In eighteenth-century Germany the study of Christianity in the universities lurched in a new direction. Scholars began to study the Bible as if it were merely literature like any other. One could then decide which parts of it were literally true, and which parts might be considered poetic or symbolic. Judgement was passed, in particular, on the accounts given in the gospels of the life of Jesus. This way of thinking carried on through the nineteenth century, and spread far beyond Germany.

During the twentieth century, ever more understanding was supposed to have been gained. It did not seem to matter that we could know little of the historical Jesus, because we could learn a lot from how the documents came to be written, the roles they played in the life of early Christianity, and how they came to be assembled into the Bible we have today.

Unfortunately, these theories are interesting but not of much practical use. If I want to, say, fix a gas boiler, I need to know that the manual I have corresponds to reality. The idea that the safety statement is well-written poetry is of little comfort as I lie in hospital recovering from the explosion.

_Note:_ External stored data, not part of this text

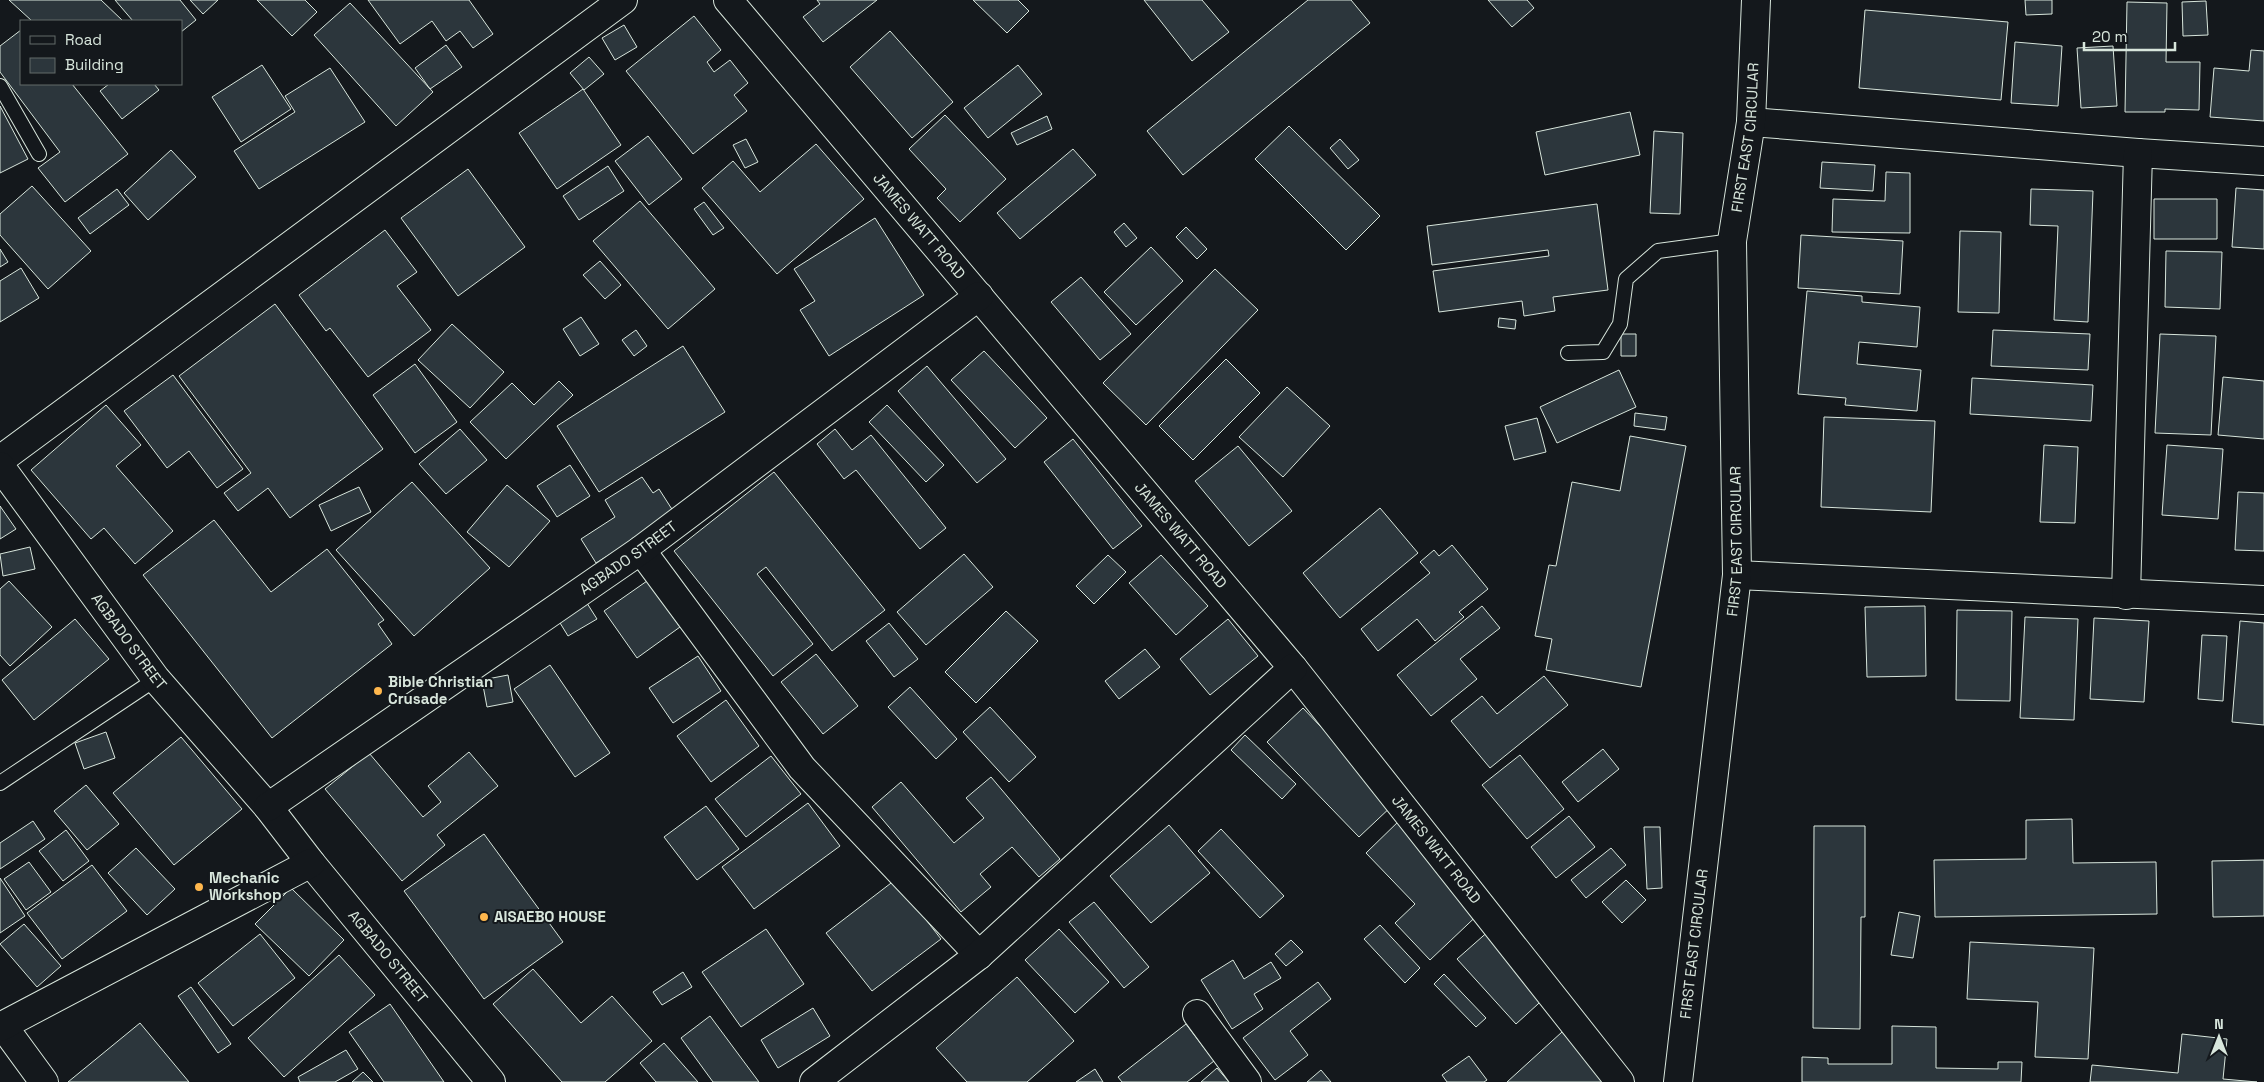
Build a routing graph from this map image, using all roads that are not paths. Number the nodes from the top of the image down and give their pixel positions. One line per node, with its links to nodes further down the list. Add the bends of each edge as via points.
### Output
1 (623, 0): 12 (street)
2 (728, 0): 10 (street, JAMES WATT ROAD)
3 (1756, 0): 5 (street, FIRST EAST CIRCULAR)
4 (0, 86): 7 (lane)
5 (1751, 122): 6 (street); 9 (street, FIRST EAST CIRCULAR)
6 (2138, 153): 8 (street); 16 (street)
7 (40, 154)
8 (2264, 161)
9 (1732, 242): 11 (lane, via 1658,251 1626,279 1620,324 1603,352); 15 (street, FIRST EAST CIRCULAR)
10 (979, 296): 14 (street, AGBADO STREET); 18 (street, JAMES WATT ROAD)
11 (1568, 353)
12 (0, 460)
13 (0, 466): 19 (street, AGBADO STREET)
14 (641, 550): 21 (street, AGBADO STREET); 23 (street, via 802,768)
15 (1737, 576): 16 (street); 31 (street, FIRST EAST CIRCULAR)
16 (2126, 595): 17 (street)
17 (2264, 600)
18 (1293, 668): 23 (street); 30 (street, JAMES WATT ROAD)
19 (156, 679): 20 (lane); 21 (street, AGBADO STREET)
20 (0, 782)
21 (268, 807): 22 (street, AGBADO STREET)
22 (311, 863): 25 (street); 27 (street, AGBADO STREET)
23 (979, 955): 28 (street)
24 (1197, 1014): 29 (street)
25 (1, 1027): 26 (street)
26 (44, 1082)
27 (492, 1082)
28 (814, 1082)
29 (1247, 1082)
30 (1620, 1082)
31 (1678, 1082)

Further, the methods employed by those liberal scholars were often dubious. C S Lewis pointed this out fifty years ago, citing examples of comment on his own works such as Narnia. Generally, he says, speculations about the origins and meanings of his work are completely wrong. People often read into the text what they want to believe. Since the early liberals were deists, believing only in a distant God who does not affect the world today, they were bound to dismiss large parts of the Bible and the whole idea of revelation.

Where the liberal theories have been applied in the churches there has been only one result: decline. There are now many disused church buildings that function as art studios, restaurants and offices. Almost all churches that are flourishing have taken a more conservative view, some (but not all) turning to fundamentalism. If one wishes to fix a life, not just a gas boiler, reliable documentation could be even more useful than for domestic repairs.

A new approach to religion is called for. We should have our eyes wide open to science, like the liberals, and like Christianity as a whole on its better days. But we should also have our eyes wide open to life as we actually experience it through a variety of channels – religious experience, moral imperatives, guilt, suffering and events that we can’t explain. This would be a new approach because it would avoid the irrationality of the fundamentalist, and the automatic scepticism of the liberal.

An afterthought:  it would be helpful if our militant atheists had some understanding of the process I have described – namely, that Christianity went into decline because it shot itself in the foot. It did not go into decline because the weight of scientific discovery became too great to bear. The atheists’ tactic of trying to bury Christianity under more and more science does not, therefore, make sense from any point of view, even their own. It simply prevents reasoned discussion.